Gledeknews, Lombok Timur – Selah seorang warga berinisial Da (40) berhasil diamankan oleh Mapolres Lombok Timur (Lotim) setelah diketahui kendaraan yang diduga angkut bahan bakar minyak (BBM) bersubsidi jenis Pertalite tanpa dokumen resmi, Kamis (16/4) sekitar pukul 17.30 Wita.
Pengamanan dilakukan oleh Unit III Tipidter Satreskrim Polres di Jalan Raya Keruak–Sepit, tepatnya di Desa Sepit, Kecamatan Keruak, Lotim.

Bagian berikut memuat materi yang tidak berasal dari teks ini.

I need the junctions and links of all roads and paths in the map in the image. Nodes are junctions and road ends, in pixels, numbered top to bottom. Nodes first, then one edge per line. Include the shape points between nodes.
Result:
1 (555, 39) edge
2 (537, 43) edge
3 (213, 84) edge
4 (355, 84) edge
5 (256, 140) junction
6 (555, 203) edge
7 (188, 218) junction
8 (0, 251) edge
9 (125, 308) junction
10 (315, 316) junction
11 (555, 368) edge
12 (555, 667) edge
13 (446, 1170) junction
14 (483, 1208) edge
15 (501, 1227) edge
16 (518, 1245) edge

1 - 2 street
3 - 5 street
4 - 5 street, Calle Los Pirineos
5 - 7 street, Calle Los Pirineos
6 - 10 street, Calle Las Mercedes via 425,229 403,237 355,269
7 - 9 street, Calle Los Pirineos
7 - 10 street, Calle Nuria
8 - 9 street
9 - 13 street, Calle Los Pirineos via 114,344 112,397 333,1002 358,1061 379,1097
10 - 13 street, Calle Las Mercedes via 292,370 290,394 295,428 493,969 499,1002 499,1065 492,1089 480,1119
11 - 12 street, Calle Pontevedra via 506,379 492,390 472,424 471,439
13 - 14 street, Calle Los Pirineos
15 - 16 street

Dari hasil pemeriksaan awal, pelaku diduga mengangkut BBM bersubsidi tanpa dilengkapi dokumen angkut yang sah. BBM tersebut rencananya akan dijual kembali kepada pengecer di wilayah Kecamatan Keruak.

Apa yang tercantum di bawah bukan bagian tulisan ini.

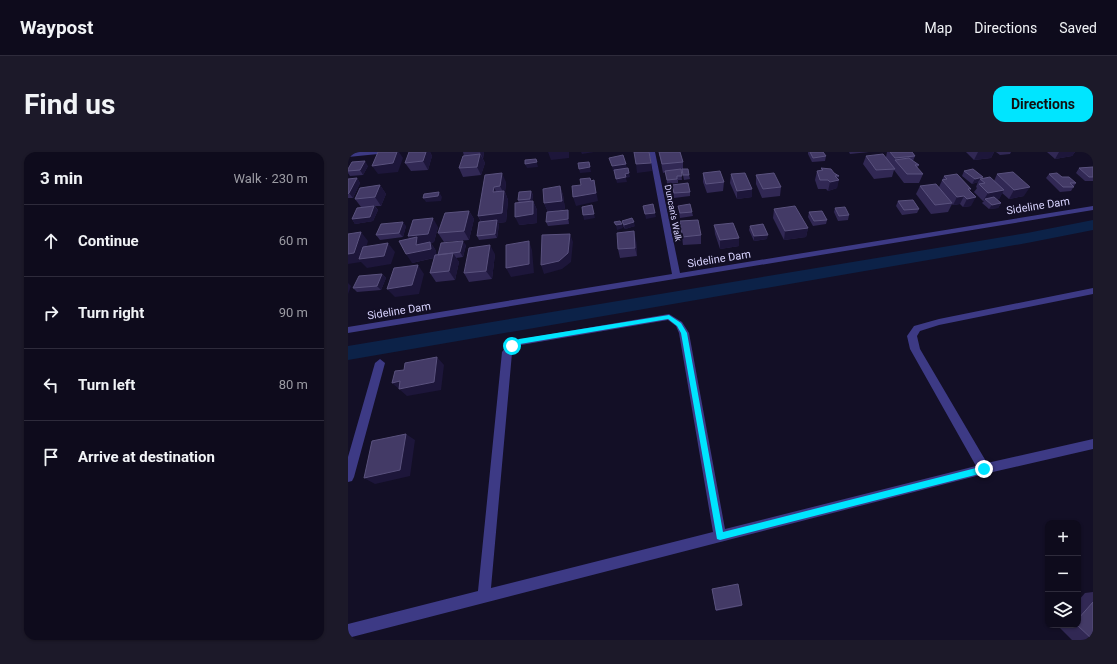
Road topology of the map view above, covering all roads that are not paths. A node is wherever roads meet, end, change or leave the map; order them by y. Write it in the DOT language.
graph roads {
  1 [pos="378,152"];
  2 [pos="652,152"];
  3 [pos="348,155"];
  4 [pos="1093,208"];
  5 [pos="677,277"];
  6 [pos="1093,292"];
  7 [pos="348,330"];
  8 [pos="380,363"];
  9 [pos="1093,444"];
  10 [pos="984,469"];
  11 [pos="348,477"];
  12 [pos="720,536"];
  13 [pos="484,597"];
  14 [pos="348,631"];
  1 -- 3 [label="street"];
  2 -- 5 [label="street, Duncan's Walk"];
  4 -- 5 [label="street, Sideline Dam"];
  5 -- 7 [label="street, Sideline Dam"];
  6 -- 10 [label="street"];
  8 -- 11 [label="street"];
  9 -- 10 [label="street"];
  10 -- 12 [label="street"];
  12 -- 13 [label="street"];
  12 -- 13 [label="street"];
  13 -- 14 [label="street"];
}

Petugas juga menyita barang bukti berupa satu unit mobil pick up warna hitam serta 36 jerigen yang diduga berisi Pertalite.
Selanjutnya, pelaku bersama barang bukti diamankan ke Polres Lotim untuk jalani pemeriksaan lebih lanjut.
Atas perbuatannya, pelaku diduga melanggar ketentuan penyalahgunaan BBM sebagaimana diatur dalam Undang-Undang Nomor 22 Tahun 2001 tentang Minyak dan Gas Bumi yang telah diperbarui melalui Undang-Undang Nomor 6 Tahun 2023 tentang Cipta Kerja.
Kapolsek Keruak melalui Kasi Humas Polres Lotim, Iptu Lalu Rusmaladi
mengatakan Saat ini, pihaknya tengah melakukan proses penyelidikan lanjutan.
“Kami akan panggil pihak-pihak terkait guna mengungkap lebih jauh jaringan distribusi BBM subsidi ilegal di wilayah itu,” katanya.(GL)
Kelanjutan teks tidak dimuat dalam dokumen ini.